BILLINGS, Mont. – A spokesman for U.S. Sen. Lisa Murkowski said Friday that federal review has so far found no evidence mining companies knowingly skirted royalty rules as they’ve increased coal exports to Asia.
Murkowski, an Alaska Republican, and Oregon Democratic Sen. Ron Wyden have raised concerns that as U.S. coal exports grow, taxpayers could lose many millions of dollars annually if royalties are unfairly calculated.
At issue is when mining companies sell coal from federally-owned land in the West to affiliates or brokers. The affiliate then sells the fuel for many times the original price after shipping it to Asia, while the parent company pays royalties based on the mine price.
Last month, the senators jointly called for Interior Secretary Ken Salazar to look into whether the industry’s practices violate federal royalty rules.
Audits of coal sales are ongoing, but Murkowski spokesman Robert Dillon said Friday that Interior officials have yet to find any violations. That’s based on a letter from Salazar to the senators delivered Thursday, Dillon said.
“It doesn’t appear there were any knowing or wilful violations of the royalty law. That doesn’t mean they might not find violations,” he said.
Companies defend their use of affiliates for export sales, and have argued to Interior officials that the higher price for the fuel in Asia reflects additional shipping costs.
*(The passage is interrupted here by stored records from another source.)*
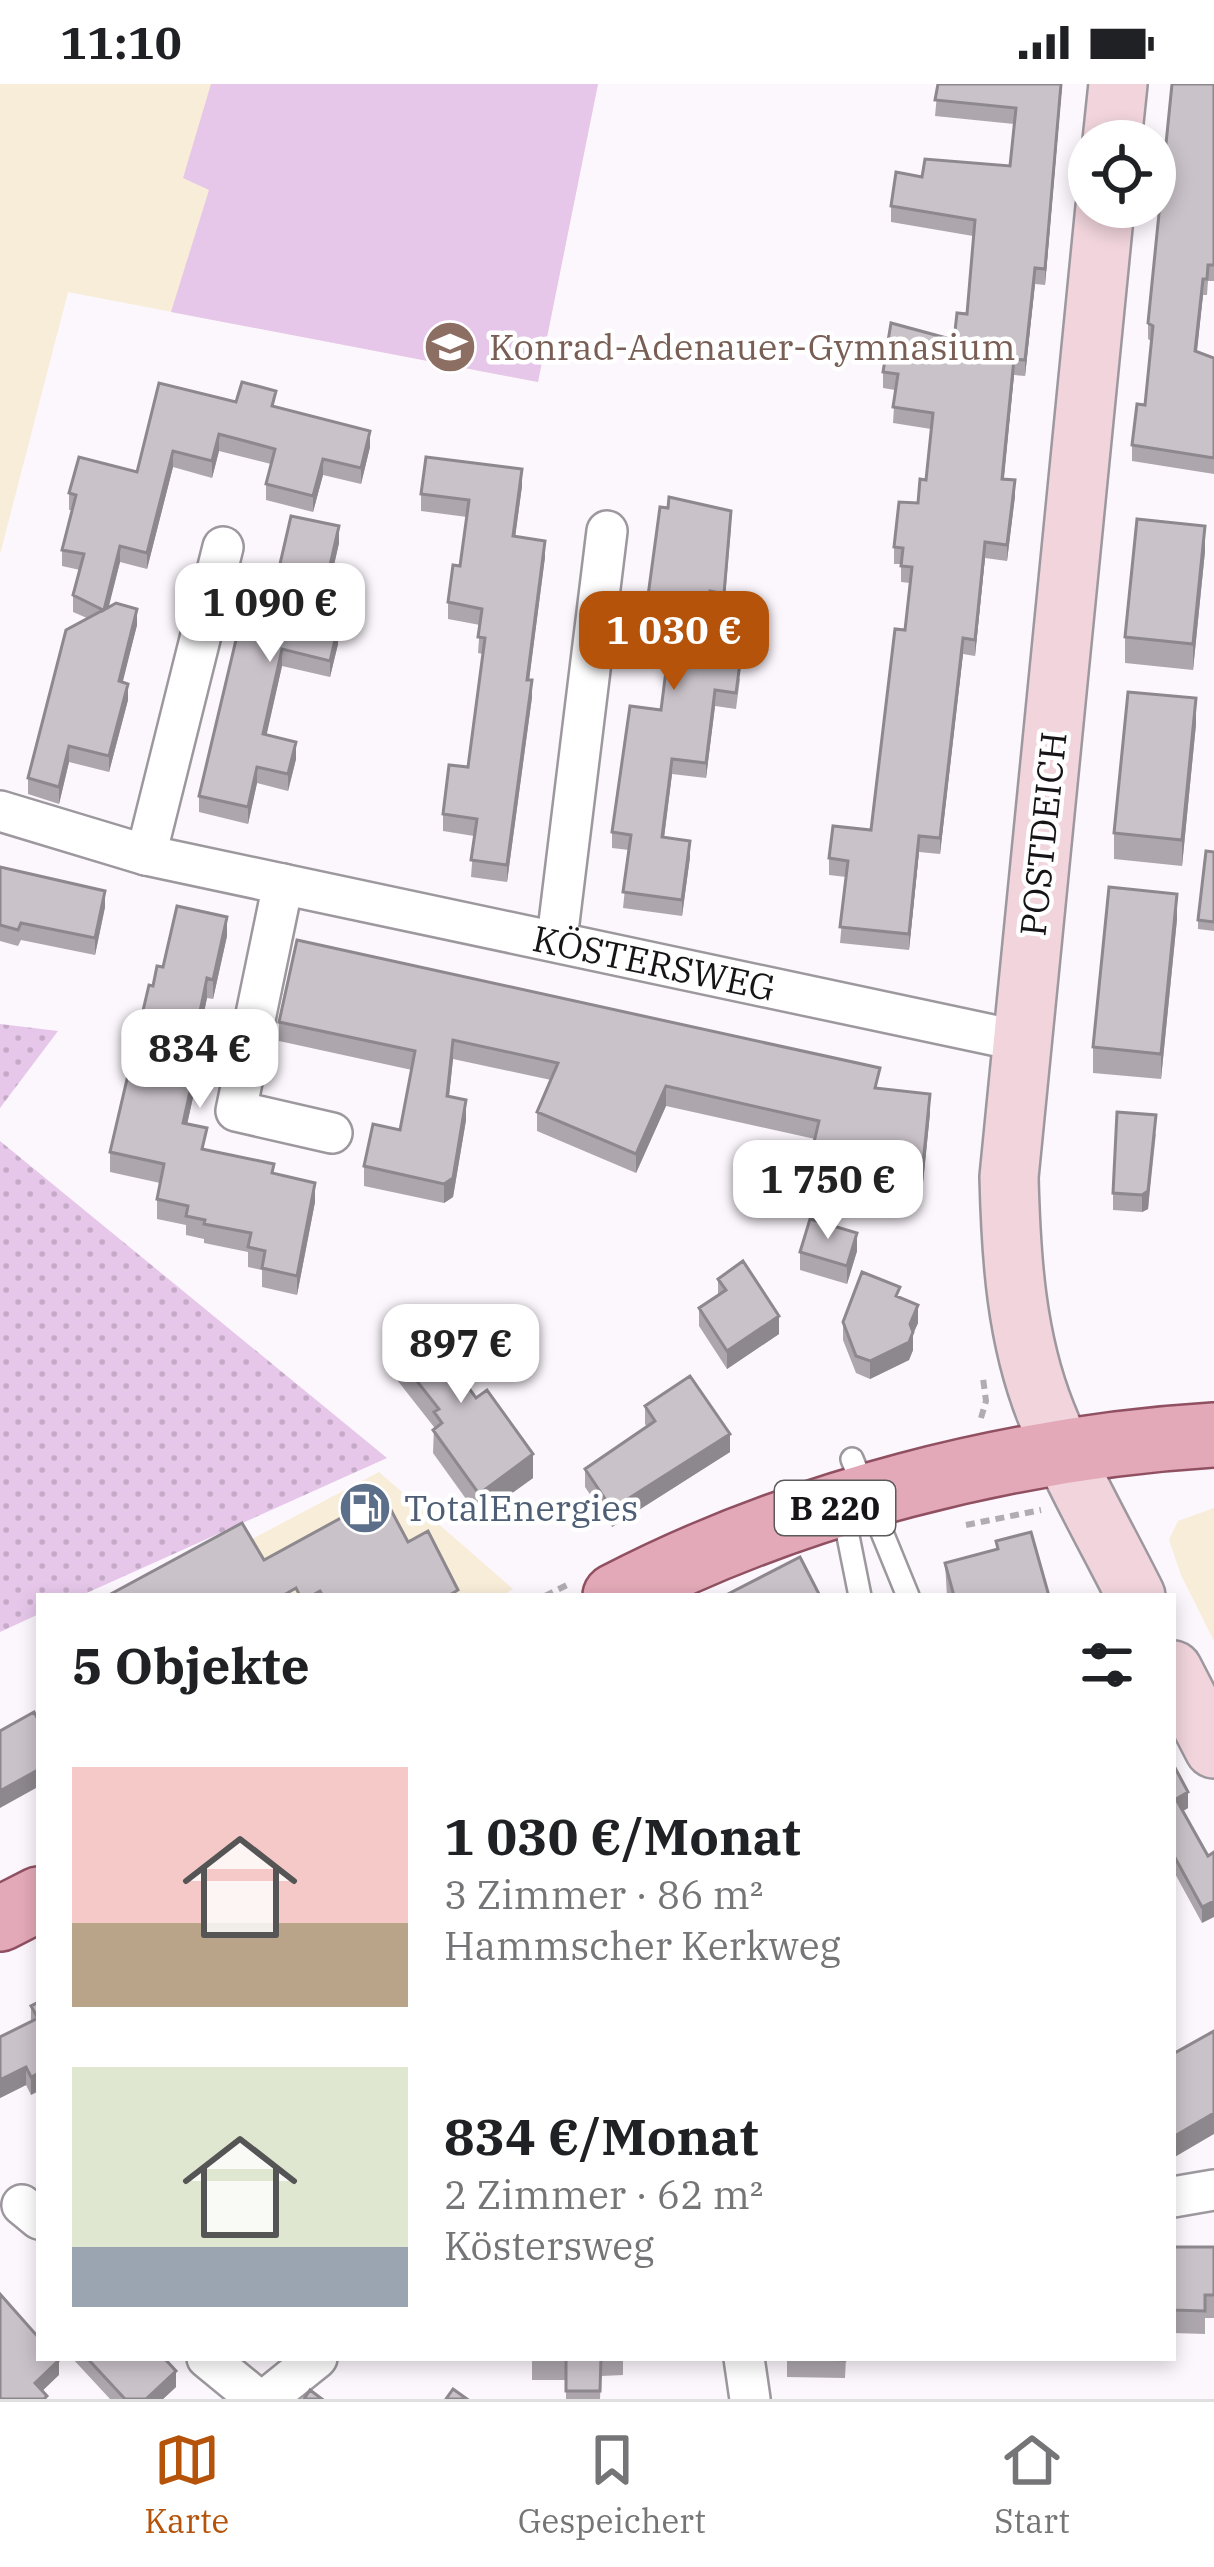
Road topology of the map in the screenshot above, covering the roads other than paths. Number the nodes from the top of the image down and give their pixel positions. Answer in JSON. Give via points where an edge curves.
{"nodes":[{"id":1,"x":1118,"y":84,"type":"edge"},
{"id":2,"x":1114,"y":120,"type":"edge"},
{"id":3,"x":1103,"y":228,"type":"edge"},
{"id":4,"x":607,"y":531,"type":"dead end"},
{"id":5,"x":223,"y":548,"type":"dead end"},
{"id":6,"x":0,"y":811,"type":"edge"},
{"id":7,"x":146,"y":855,"type":"junction"},
{"id":8,"x":283,"y":884,"type":"junction"},
{"id":9,"x":557,"y":939,"type":"junction"},
{"id":10,"x":1024,"y":1038,"type":"junction"},
{"id":11,"x":332,"y":1133,"type":"dead end"},
{"id":12,"x":1214,"y":1436,"type":"edge"},
{"id":13,"x":1148,"y":1441,"type":"junction"},
{"id":14,"x":1077,"y":1477,"type":"junction"},
{"id":15,"x":853,"y":1487,"type":"junction"},
{"id":16,"x":1125,"y":1575,"type":"edge"},
{"id":17,"x":621,"y":1593,"type":"edge"},
{"id":18,"x":860,"y":1593,"type":"edge"},
{"id":19,"x":906,"y":1593,"type":"edge"},
{"id":20,"x":1176,"y":1676,"type":"edge"},
{"id":21,"x":1214,"y":1749,"type":"edge"},
{"id":22,"x":36,"y":1901,"type":"edge"},
{"id":23,"x":0,"y":1919,"type":"edge"},
{"id":24,"x":1214,"y":2190,"type":"edge"},
{"id":25,"x":1176,"y":2196,"type":"edge"},
{"id":26,"x":211,"y":2361,"type":"edge"},
{"id":27,"x":313,"y":2361,"type":"edge"},
{"id":28,"x":744,"y":2361,"type":"edge"},
{"id":29,"x":261,"y":2399,"type":"edge"},
{"id":30,"x":750,"y":2399,"type":"edge"}],
"edges":[{"from":1,"to":2,"type":"main road"},
{"from":3,"to":10,"type":"main road","name":"POSTDEICH"},
{"from":4,"to":9,"type":"street"},
{"from":5,"to":7,"type":"street"},
{"from":6,"to":7,"type":"street","name":"KÖSTERSWEG"},
{"from":7,"to":8,"type":"street","name":"KÖSTERSWEG"},
{"from":8,"to":9,"type":"street","name":"KÖSTERSWEG"},
{"from":8,"to":11,"type":"street","via":[[236,1111]]},
{"from":9,"to":10,"type":"street","name":"KÖSTERSWEG"},
{"from":10,"to":14,"type":"main road","name":"POSTDEICH","via":[[1009,1177],[1011,1269],[1040,1395]]},
{"from":12,"to":13,"type":"main road","number":"B 220"},
{"from":13,"to":14,"type":"main road","number":"B 220"},
{"from":13,"to":16,"type":"main road","via":[[1123,1494]]},
{"from":14,"to":15,"type":"main road","number":"B 220"},
{"from":14,"to":16,"type":"main road","name":"POSTDEICH"},
{"from":15,"to":17,"type":"main road","number":"B 220"},
{"from":15,"to":18,"type":"lane"},
{"from":15,"to":19,"type":"lane"},
{"from":20,"to":21,"type":"main road"},
{"from":22,"to":23,"type":"main road"},
{"from":24,"to":25,"type":"street"},
{"from":26,"to":29,"type":"street"},
{"from":27,"to":29,"type":"street"},
{"from":28,"to":30,"type":"street"}]}
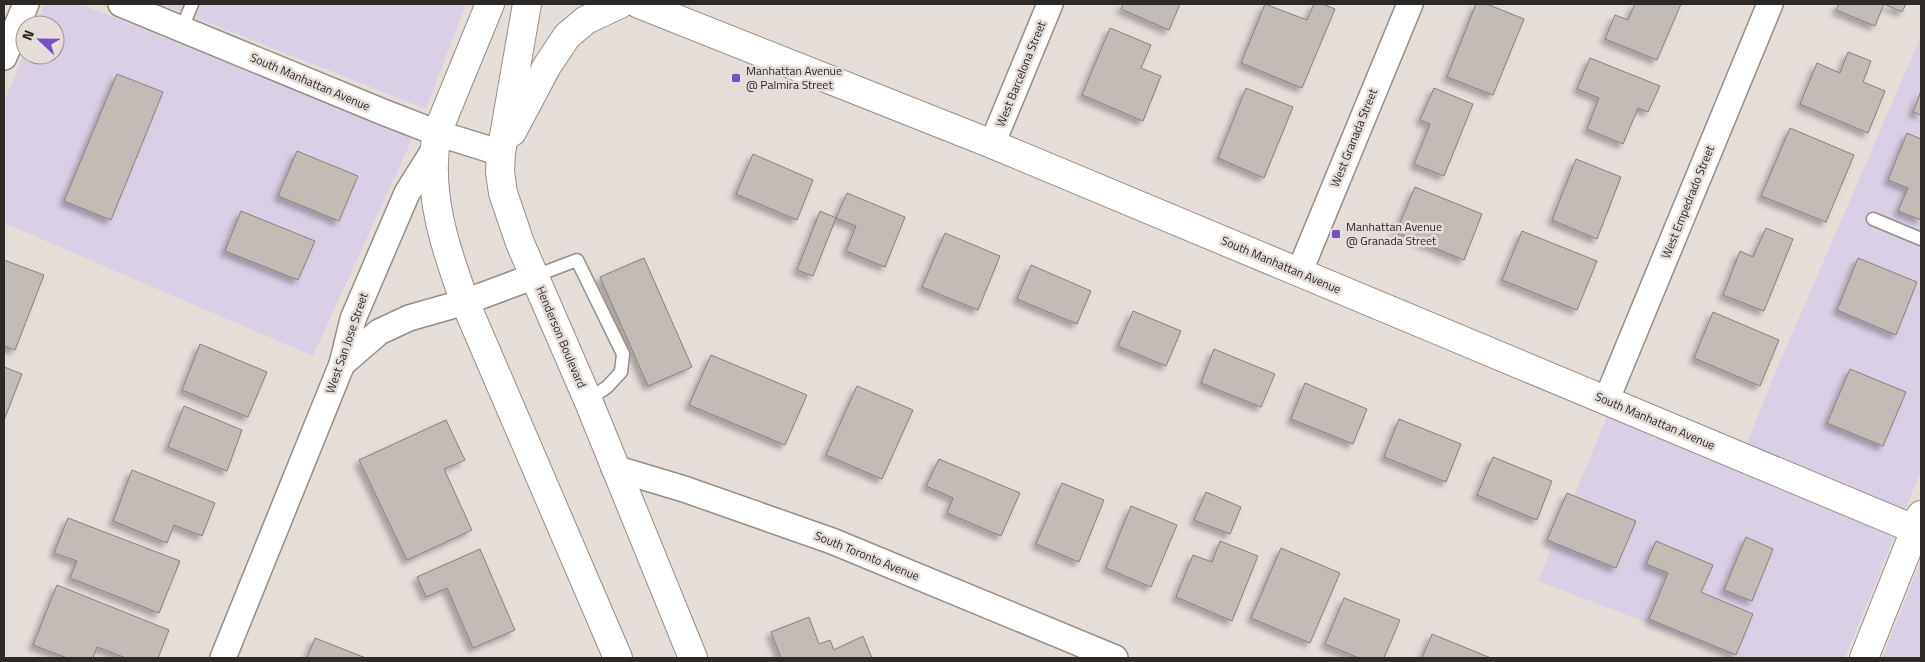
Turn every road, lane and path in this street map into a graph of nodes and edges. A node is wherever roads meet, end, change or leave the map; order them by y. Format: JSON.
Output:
{"nodes":[{"id":1,"x":26,"y":4,"type":"edge"},
{"id":2,"x":121,"y":4,"type":"edge"},
{"id":3,"x":192,"y":4,"type":"edge"},
{"id":4,"x":490,"y":4,"type":"edge"},
{"id":5,"x":527,"y":4,"type":"edge"},
{"id":6,"x":620,"y":4,"type":"edge"},
{"id":7,"x":639,"y":4,"type":"edge"},
{"id":8,"x":1050,"y":4,"type":"edge"},
{"id":9,"x":1410,"y":4,"type":"edge"},
{"id":10,"x":1770,"y":4,"type":"edge"},
{"id":11,"x":685,"y":13,"type":"edge"},
{"id":12,"x":182,"y":28,"type":"junction"},
{"id":13,"x":4,"y":58,"type":"edge"},
{"id":14,"x":436,"y":142,"type":"junction"},
{"id":15,"x":992,"y":144,"type":"junction"},
{"id":16,"x":501,"y":153,"type":"junction"},
{"id":17,"x":1873,"y":219,"type":"dead end"},
{"id":18,"x":1921,"y":239,"type":"edge"},
{"id":19,"x":1299,"y":273,"type":"junction"},
{"id":20,"x":535,"y":276,"type":"junction"},
{"id":21,"x":465,"y":302,"type":"junction"},
{"id":22,"x":342,"y":364,"type":"junction"},
{"id":23,"x":588,"y":400,"type":"junction"},
{"id":24,"x":1606,"y":401,"type":"junction"},
{"id":25,"x":614,"y":468,"type":"junction"},
{"id":26,"x":1919,"y":526,"type":"edge"},
{"id":27,"x":1870,"y":656,"type":"edge"},
{"id":28,"x":222,"y":658,"type":"edge"},
{"id":29,"x":618,"y":658,"type":"edge"},
{"id":30,"x":692,"y":658,"type":"edge"},
{"id":31,"x":1115,"y":658,"type":"edge"}],
"edges":[{"from":1,"to":13,"type":"street"},
{"from":2,"to":12,"type":"street","name":"South Manhattan Avenue"},
{"from":3,"to":12,"type":"lane"},
{"from":4,"to":14,"type":"street","name":"West San Jose Street"},
{"from":5,"to":16,"type":"street","name":"Henderson Boulevard"},
{"from":6,"to":16,"type":"street"},
{"from":7,"to":11,"type":"street","name":"South Manhattan Avenue"},
{"from":8,"to":15,"type":"street","name":"West Barcelona Street"},
{"from":9,"to":19,"type":"street","name":"West Granada Street"},
{"from":10,"to":24,"type":"street","name":"West Empedrado Street"},
{"from":11,"to":15,"type":"street","name":"South Manhattan Avenue"},
{"from":12,"to":14,"type":"street","name":"South Manhattan Avenue"},
{"from":14,"to":16,"type":"street","name":"South Manhattan Avenue"},
{"from":14,"to":21,"type":"street"},
{"from":14,"to":22,"type":"street","name":"West San Jose Street"},
{"from":15,"to":19,"type":"street","name":"South Manhattan Avenue"},
{"from":16,"to":20,"type":"street","name":"Henderson Boulevard"},
{"from":17,"to":18,"type":"lane"},
{"from":19,"to":24,"type":"street","name":"South Manhattan Avenue"},
{"from":20,"to":21,"type":"street"},
{"from":20,"to":23,"type":"street","name":"Henderson Boulevard"},
{"from":20,"to":23,"type":"lane"},
{"from":21,"to":22,"type":"street"},
{"from":21,"to":29,"type":"street"},
{"from":22,"to":28,"type":"street","name":"West San Jose Street"},
{"from":23,"to":25,"type":"street","name":"Henderson Boulevard"},
{"from":24,"to":26,"type":"street","name":"South Manhattan Avenue"},
{"from":25,"to":30,"type":"street","name":"Henderson Boulevard"},
{"from":25,"to":31,"type":"street","name":"South Toronto Avenue"},
{"from":26,"to":27,"type":"street"}]}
That should be counted as a different line of business than mining, they contend.
But the chief of the Montana Department of Revenue’s business tax division, Lee Baerlocher, said the practice gets the attention of government auditors.
“It’s an audit red flag, meaning we’ve got to look into it, but it doesn’t necessarily mean that’s not a fair price,” Baerlocher said.
In December, the Interior Department convened a special task force with auditors from Montana and Wyoming to determine if the mining industry has been paying its fair share of royalties. Half of the amount collected goes to the federal government and half to the states.
U.S. coal exports hit an estimated 124 million tons in 2012, a record level that gave the industry some sorely needed relief in the face of declining domestic demand for the fuel.
That includes increasing quantities of steam coal used in power plants shipped to Asia by companies including Arch Coal Inc., Peabody Energy Corp. and Cloud Peak Energy Inc., and Signal Peak Energy.
Most of the exported coal from the West comes from Montana, with coal also being exported from mines in Wyoming, Colorado and Utah.
In 2011, the most recent year for which state-by-state figures were available, those states sent 21.7 million tons into the export market through ports on the West and Gulf Coasts.
Proposals to export even more coal, through new and expanded West Coast ports, faces concerted opposition from environmentalists and some public officials.
Securities filings by Cloud Peak Energy show Asian exports accounted for 23 per cent of the company’s royalties but only 5 per cent of its coal production through the third quarter of 2012.
In a letter to Interior Secretary Ken Salazar, Cloud Peak chief executive Colin Marshall said the company considers transportation logistics work as “fundamentally different than our business of selling coal at the mine.”
He said the company plans to list mining and logistics as separate businesses in its upcoming annual report.